Depuis quelques semaines, le Japon a commémoré le 71ème anniversaire du bombardement nucléaire de la ville Hiroshima au Japon, le 6 août 1945. La maison d’édition égyptienne Al-Mahroussa a saisi cette occasion pour lancer les 3 premiers tomes sur dix de la bande dessinée japonaise « Gen aux pieds-nus » (le titre original) en langue arabe, ou « Gen d’Hiroshima » (d’après la traduction française). Ce manga a été publié pour la première fois durant les années 1973-1974 par un périodique japonais, puis par la presse américaine en 1982, devenant l’un des icônes des bandes dessinés et le plus célèbre dans le monde, traduit en 20 langues et transformé en dessins animés.
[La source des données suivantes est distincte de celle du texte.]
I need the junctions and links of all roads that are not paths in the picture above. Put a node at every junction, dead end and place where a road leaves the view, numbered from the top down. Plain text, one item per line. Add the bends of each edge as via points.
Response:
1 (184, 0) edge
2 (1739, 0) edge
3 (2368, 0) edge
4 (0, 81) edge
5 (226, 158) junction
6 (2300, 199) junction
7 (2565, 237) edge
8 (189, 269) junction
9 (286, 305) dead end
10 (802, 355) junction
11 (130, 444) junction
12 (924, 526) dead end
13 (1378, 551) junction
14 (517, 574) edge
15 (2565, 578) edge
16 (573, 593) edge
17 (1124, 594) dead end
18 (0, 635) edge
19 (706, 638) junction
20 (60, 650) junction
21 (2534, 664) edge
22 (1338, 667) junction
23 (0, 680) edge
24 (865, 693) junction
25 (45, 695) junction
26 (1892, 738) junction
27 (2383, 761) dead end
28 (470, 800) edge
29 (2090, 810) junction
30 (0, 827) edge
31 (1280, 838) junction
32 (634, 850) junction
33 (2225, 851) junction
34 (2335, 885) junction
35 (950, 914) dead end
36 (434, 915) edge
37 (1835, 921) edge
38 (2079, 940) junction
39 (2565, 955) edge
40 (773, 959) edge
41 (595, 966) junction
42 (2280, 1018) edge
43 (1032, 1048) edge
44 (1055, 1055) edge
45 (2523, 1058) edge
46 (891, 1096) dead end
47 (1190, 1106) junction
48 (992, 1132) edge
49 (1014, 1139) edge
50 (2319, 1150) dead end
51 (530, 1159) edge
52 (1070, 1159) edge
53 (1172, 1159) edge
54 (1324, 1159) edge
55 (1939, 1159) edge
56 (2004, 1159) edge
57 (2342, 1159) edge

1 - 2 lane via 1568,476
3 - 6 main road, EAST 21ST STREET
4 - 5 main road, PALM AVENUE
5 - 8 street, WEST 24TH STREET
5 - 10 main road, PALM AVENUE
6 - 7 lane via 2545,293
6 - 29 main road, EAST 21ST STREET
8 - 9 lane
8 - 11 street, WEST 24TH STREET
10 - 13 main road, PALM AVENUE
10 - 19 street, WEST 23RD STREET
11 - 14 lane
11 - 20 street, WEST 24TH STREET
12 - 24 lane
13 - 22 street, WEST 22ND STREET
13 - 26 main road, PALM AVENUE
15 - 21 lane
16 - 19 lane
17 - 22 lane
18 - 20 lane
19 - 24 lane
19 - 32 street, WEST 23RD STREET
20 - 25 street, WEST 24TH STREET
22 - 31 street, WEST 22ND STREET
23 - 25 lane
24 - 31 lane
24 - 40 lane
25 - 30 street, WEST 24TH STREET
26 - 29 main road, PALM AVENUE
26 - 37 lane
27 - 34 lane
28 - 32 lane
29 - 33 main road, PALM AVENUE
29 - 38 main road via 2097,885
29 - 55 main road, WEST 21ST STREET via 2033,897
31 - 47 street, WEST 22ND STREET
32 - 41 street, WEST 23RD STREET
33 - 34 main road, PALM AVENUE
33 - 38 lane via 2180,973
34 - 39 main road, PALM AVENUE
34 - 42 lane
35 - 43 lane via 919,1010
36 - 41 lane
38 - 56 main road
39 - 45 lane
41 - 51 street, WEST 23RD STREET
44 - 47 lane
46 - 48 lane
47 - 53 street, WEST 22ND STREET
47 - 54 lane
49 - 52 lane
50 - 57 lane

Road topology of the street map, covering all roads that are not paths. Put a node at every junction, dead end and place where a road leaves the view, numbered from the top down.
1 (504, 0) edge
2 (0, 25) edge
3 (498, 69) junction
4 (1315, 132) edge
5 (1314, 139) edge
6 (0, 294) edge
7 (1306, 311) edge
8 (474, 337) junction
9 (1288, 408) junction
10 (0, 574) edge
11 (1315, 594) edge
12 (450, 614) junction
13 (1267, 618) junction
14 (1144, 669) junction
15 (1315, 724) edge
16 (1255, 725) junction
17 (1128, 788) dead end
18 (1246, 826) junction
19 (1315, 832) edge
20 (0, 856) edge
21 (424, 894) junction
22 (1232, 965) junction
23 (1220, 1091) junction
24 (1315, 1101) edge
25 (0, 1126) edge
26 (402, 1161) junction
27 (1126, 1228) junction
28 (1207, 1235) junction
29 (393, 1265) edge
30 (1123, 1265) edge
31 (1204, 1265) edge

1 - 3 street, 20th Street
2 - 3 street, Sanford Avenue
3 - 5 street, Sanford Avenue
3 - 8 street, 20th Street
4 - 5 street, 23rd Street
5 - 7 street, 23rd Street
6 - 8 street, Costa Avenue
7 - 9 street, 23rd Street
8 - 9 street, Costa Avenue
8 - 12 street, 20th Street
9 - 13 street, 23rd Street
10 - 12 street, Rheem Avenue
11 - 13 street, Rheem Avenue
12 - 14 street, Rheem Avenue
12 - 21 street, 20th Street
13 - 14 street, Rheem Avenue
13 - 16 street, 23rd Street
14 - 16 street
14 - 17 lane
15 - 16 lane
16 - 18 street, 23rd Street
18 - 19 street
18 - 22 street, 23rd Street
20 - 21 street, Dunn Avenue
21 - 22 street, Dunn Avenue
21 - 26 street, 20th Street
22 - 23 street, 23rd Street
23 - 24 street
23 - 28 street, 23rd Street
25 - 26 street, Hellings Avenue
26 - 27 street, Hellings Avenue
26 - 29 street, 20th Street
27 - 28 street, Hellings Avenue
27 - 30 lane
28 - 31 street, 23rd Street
L’auteur du manga, Kenji Nakazawa, est né en 1939 et vit à Hiroshima. Il nous livre un récit autobiographique bouleversant sur la tragédie humanitaire de Hiroshima, à travers sa propre expérience et sa famille durant cette période. Dans le Japon militariste, le pacifisme du père de Gen (le protagoniste) est de moins en moins supporté par les autorités locales et le voisinage. Lui et sa famille subissent toute sorte d’insultes et de persécutions à cause de sa position par rapport à la guerre en cours (la deuxième guerre mondiale). Il est régulièrement arrêté et battu. Leur pauvreté et leur faim s’aggravent davantage à cause du boycottage imposé par leur entourage, ce qui mène Gen et son frère à accepter des métiers médiocres, mendier dans les rues, ou même voler pour assouvir la faim de leur mère enceinte et affaiblie par la malnutrition. Ainsi, Gen mérite le surnom « Gen aux pieds-nus ». Quant au fils ainé, il s’engage dans l’armée pour prouver qu’il n’est pas un « fils de traître ».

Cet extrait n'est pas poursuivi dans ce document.